# [Instructions to follow]
What lines of the listing below contain the word "Гонти"? Copy each of them out.

# [Supplied material]
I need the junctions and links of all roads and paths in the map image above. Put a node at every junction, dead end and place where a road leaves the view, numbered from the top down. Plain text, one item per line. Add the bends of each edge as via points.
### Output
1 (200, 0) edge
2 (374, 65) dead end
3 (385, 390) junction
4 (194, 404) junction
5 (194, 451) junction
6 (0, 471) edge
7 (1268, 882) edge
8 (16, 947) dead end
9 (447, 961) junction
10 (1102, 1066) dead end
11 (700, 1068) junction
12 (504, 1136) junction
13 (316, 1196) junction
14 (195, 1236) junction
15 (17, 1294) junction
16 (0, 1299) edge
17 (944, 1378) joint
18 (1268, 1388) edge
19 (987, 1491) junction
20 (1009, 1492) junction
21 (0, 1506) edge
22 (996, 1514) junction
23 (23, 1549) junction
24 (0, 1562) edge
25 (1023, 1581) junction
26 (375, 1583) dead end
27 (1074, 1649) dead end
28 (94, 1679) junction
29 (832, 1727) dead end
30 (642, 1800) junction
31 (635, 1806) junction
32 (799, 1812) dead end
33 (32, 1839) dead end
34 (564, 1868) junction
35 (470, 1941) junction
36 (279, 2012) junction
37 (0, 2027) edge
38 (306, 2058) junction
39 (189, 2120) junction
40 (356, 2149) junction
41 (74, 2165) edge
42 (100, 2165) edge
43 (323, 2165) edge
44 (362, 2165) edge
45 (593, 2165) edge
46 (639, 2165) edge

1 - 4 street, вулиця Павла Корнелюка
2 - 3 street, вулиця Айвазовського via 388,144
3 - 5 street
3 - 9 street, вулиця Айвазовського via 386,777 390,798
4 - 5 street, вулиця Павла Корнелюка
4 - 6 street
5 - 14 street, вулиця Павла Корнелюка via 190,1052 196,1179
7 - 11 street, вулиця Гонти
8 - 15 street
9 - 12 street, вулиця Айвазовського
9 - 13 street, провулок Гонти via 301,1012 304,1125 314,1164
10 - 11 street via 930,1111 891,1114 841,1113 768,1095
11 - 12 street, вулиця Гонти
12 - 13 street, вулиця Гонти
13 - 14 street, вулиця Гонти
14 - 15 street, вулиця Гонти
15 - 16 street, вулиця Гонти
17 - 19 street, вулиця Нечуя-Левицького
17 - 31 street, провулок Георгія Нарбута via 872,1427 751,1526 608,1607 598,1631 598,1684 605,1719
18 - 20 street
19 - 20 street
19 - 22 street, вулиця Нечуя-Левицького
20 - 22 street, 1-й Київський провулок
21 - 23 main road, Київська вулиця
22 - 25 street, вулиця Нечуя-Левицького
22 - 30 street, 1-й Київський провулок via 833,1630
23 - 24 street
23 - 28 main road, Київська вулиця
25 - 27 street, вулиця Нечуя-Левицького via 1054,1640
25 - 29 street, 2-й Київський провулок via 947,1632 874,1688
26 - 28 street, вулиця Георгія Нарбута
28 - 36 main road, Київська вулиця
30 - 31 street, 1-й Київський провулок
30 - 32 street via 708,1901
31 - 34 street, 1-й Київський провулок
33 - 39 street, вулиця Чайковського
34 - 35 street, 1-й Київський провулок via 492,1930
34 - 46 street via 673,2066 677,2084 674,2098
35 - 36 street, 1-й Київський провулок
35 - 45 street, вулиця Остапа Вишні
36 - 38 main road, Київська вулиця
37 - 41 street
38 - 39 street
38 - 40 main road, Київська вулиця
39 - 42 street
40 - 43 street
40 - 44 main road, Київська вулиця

# [Written solution]
7 - 11 street, вулиця Гонти
9 - 13 street, провулок Гонти via 301,1012 304,1125 314,1164
11 - 12 street, вулиця Гонти
12 - 13 street, вулиця Гонти
13 - 14 street, вулиця Гонти
14 - 15 street, вулиця Гонти
15 - 16 street, вулиця Гонти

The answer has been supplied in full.